## What to work on
Below are records; count the lines that hold the string "relate" and give only the count.

## Provided records
____________________

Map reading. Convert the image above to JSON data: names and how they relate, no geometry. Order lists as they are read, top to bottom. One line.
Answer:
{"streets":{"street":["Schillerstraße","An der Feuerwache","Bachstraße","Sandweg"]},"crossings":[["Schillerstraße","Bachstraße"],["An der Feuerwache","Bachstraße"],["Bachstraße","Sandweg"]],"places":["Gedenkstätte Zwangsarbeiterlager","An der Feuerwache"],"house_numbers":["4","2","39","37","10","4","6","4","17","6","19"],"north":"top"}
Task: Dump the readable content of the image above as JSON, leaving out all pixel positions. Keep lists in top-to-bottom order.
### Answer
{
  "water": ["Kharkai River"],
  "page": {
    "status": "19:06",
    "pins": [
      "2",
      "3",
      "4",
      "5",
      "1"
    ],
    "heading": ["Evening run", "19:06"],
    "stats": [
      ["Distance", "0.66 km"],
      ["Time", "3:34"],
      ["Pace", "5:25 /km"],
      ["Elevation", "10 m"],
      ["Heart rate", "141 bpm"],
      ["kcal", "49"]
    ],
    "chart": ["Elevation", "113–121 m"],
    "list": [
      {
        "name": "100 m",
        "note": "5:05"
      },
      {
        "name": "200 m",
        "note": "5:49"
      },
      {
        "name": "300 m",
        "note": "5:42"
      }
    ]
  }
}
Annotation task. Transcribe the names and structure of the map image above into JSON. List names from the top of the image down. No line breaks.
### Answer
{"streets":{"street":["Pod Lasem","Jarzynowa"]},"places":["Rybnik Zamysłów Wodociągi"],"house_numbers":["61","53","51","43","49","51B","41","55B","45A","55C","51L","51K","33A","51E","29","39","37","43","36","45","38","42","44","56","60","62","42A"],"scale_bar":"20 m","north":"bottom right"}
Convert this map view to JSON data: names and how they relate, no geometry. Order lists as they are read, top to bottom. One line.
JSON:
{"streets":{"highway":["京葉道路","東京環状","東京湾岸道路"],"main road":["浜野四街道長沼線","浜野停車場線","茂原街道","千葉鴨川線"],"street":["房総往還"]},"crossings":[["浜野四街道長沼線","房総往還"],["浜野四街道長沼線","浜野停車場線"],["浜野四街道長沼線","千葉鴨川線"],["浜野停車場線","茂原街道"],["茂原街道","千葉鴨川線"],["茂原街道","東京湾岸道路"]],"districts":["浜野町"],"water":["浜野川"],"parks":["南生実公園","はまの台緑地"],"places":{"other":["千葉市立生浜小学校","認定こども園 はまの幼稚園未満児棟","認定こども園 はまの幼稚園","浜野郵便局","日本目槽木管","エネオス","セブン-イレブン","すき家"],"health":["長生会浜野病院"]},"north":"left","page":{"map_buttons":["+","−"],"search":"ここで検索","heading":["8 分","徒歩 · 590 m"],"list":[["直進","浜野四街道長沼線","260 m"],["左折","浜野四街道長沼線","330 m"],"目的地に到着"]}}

____________________

## Answer to the exercise
2